Scan the entries for the string "hand" and give the number of lines that have it, nothing further.

======== The records

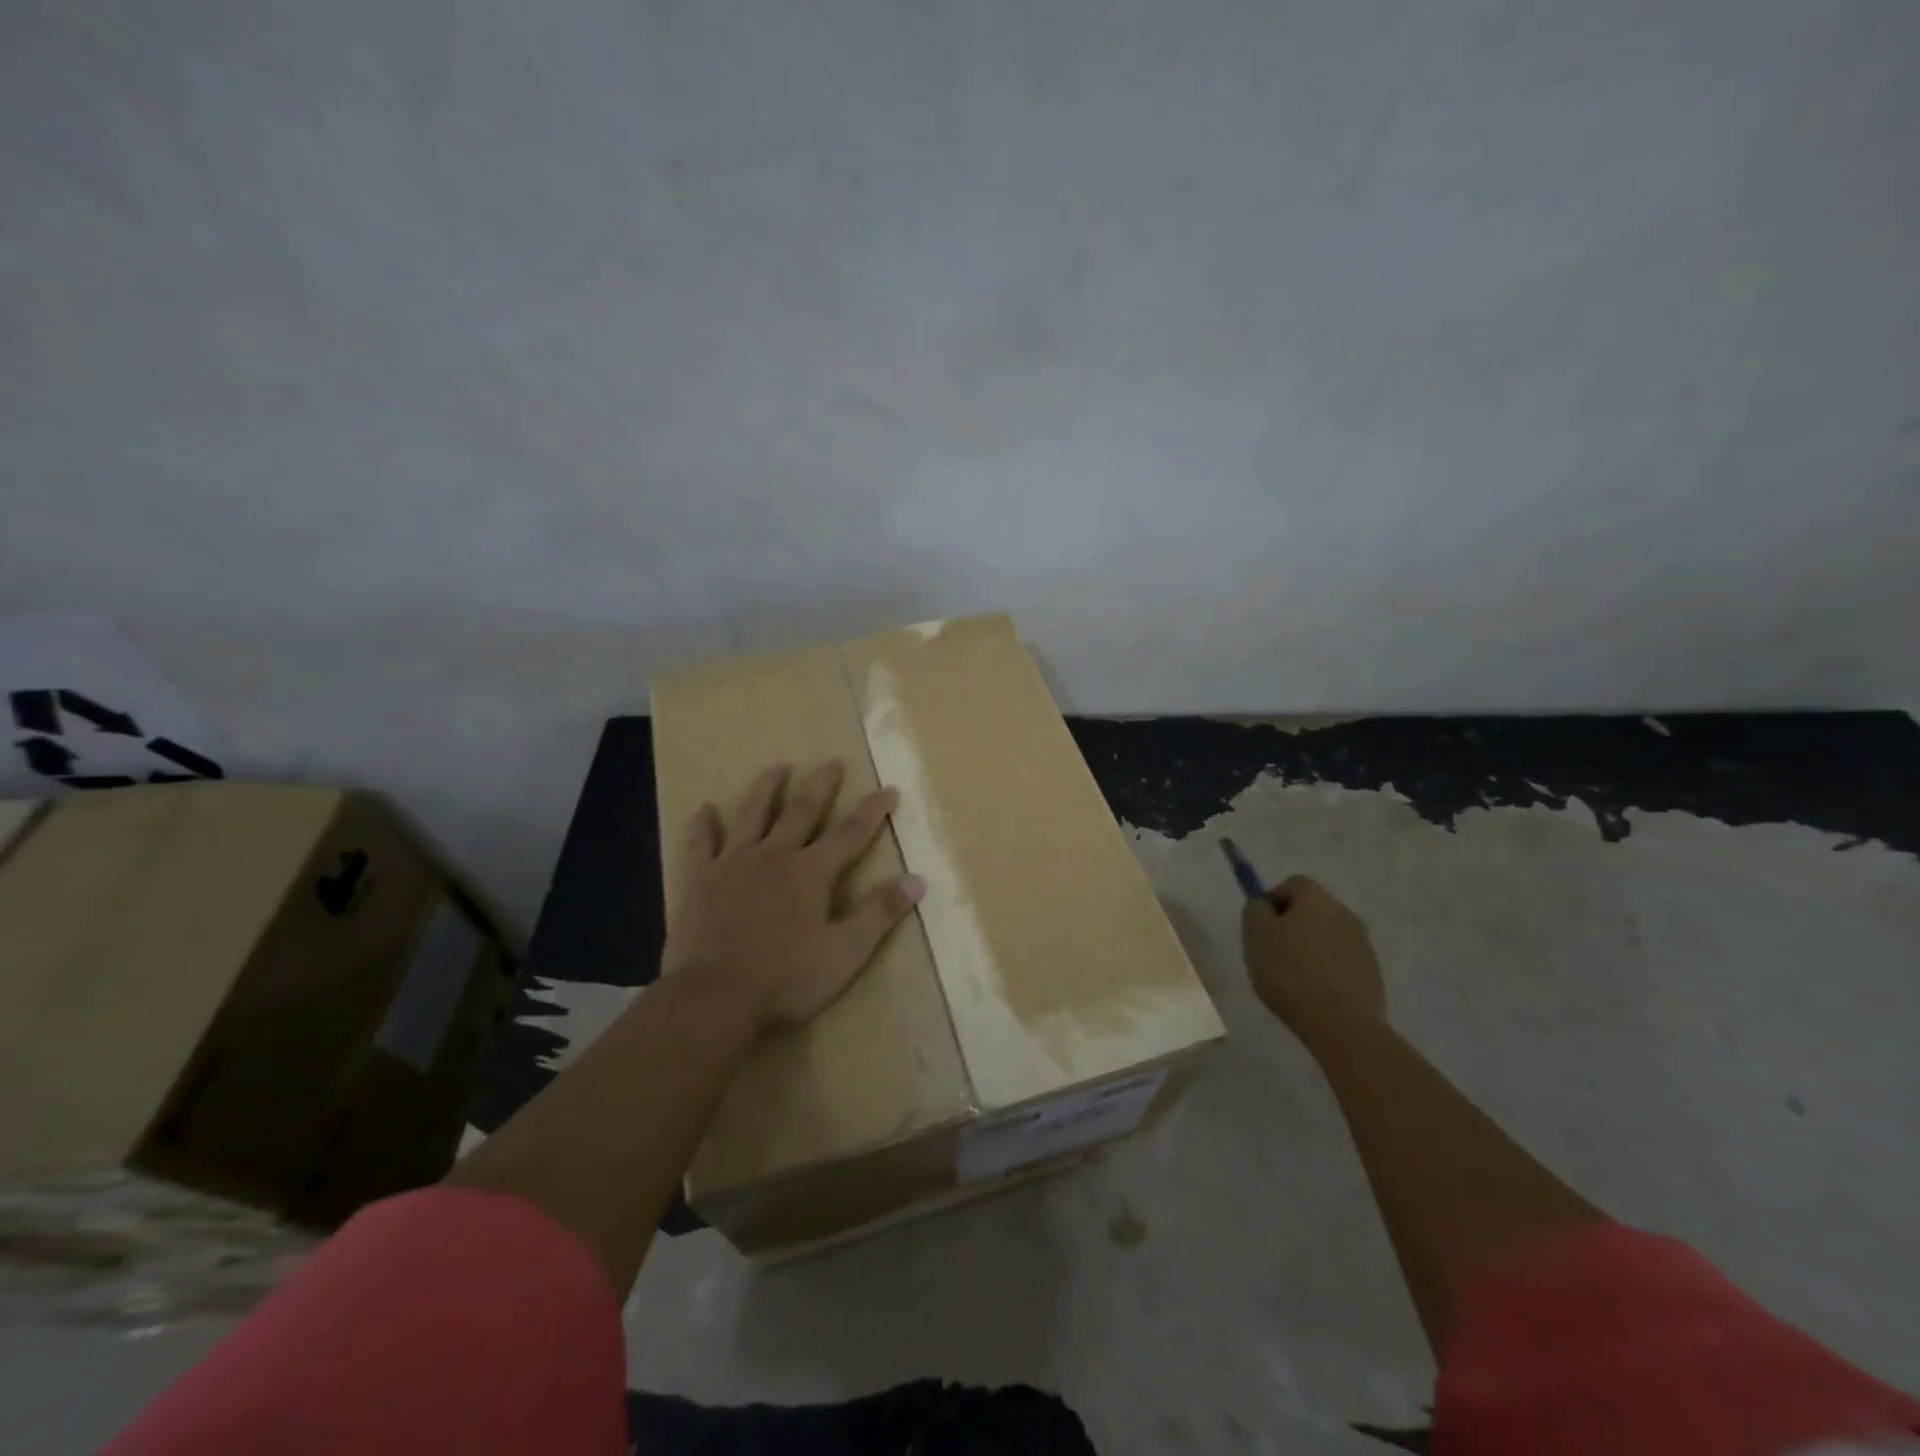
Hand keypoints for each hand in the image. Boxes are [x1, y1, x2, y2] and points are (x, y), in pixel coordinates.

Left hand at [663, 760, 925, 1032]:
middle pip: (801, 811)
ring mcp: (732, 864)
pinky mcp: (698, 881)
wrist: (714, 999)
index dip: (873, 810)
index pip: (851, 833)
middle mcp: (774, 856)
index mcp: (812, 872)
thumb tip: (917, 880)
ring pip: (752, 815)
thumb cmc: (786, 979)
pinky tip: (704, 808)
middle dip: (821, 786)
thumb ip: (880, 913)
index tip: (889, 789)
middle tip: (832, 761)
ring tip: (777, 767)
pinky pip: (700, 844)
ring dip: (766, 789)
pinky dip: (702, 825)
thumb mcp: (846, 952)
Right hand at [1242, 875, 1385, 1046]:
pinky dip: (1326, 969)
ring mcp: (1363, 944)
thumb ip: (1255, 911)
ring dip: (1310, 947)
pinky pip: (1341, 960)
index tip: (1261, 927)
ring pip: (1327, 935)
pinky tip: (1314, 993)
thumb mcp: (1255, 936)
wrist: (1341, 1025)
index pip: (1293, 883)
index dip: (1273, 900)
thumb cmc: (1290, 973)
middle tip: (1273, 952)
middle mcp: (1345, 914)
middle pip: (1312, 909)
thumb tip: (1264, 904)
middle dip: (1291, 925)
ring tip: (1293, 978)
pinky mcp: (1372, 973)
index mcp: (1317, 899)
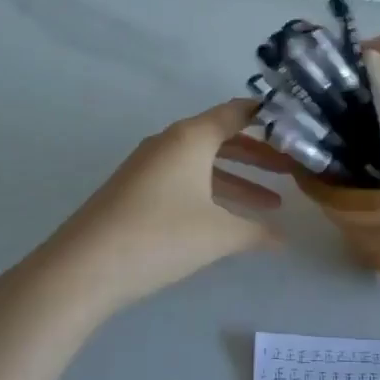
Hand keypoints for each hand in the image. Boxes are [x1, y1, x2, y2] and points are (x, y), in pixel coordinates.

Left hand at [28, 99, 290, 315]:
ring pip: (204, 163)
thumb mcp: (218, 234)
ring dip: (238, 180)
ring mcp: (149, 165)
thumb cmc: (161, 236)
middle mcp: (170, 142)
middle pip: (223, 138)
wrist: (84, 266)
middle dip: (259, 156)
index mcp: (191, 137)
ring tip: (272, 204)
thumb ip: (255, 231)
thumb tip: (283, 239)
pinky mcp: (135, 189)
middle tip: (291, 171)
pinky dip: (211, 192)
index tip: (295, 124)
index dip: (267, 117)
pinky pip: (184, 179)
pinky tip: (228, 219)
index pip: (237, 113)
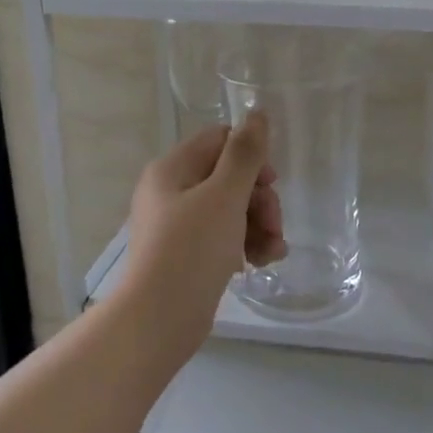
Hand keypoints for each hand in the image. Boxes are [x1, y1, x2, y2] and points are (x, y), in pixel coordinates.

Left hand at [121, 111, 284, 361]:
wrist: (159, 319)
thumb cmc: (192, 249)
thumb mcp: (225, 196)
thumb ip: (245, 154)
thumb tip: (257, 113)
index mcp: (172, 169)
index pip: (219, 141)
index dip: (251, 158)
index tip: (270, 183)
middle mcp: (171, 192)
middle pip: (229, 177)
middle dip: (260, 200)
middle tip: (274, 224)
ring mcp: (178, 226)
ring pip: (231, 210)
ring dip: (259, 225)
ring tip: (273, 250)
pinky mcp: (187, 255)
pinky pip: (223, 237)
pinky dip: (245, 244)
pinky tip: (262, 262)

================

> Result of the exercise
7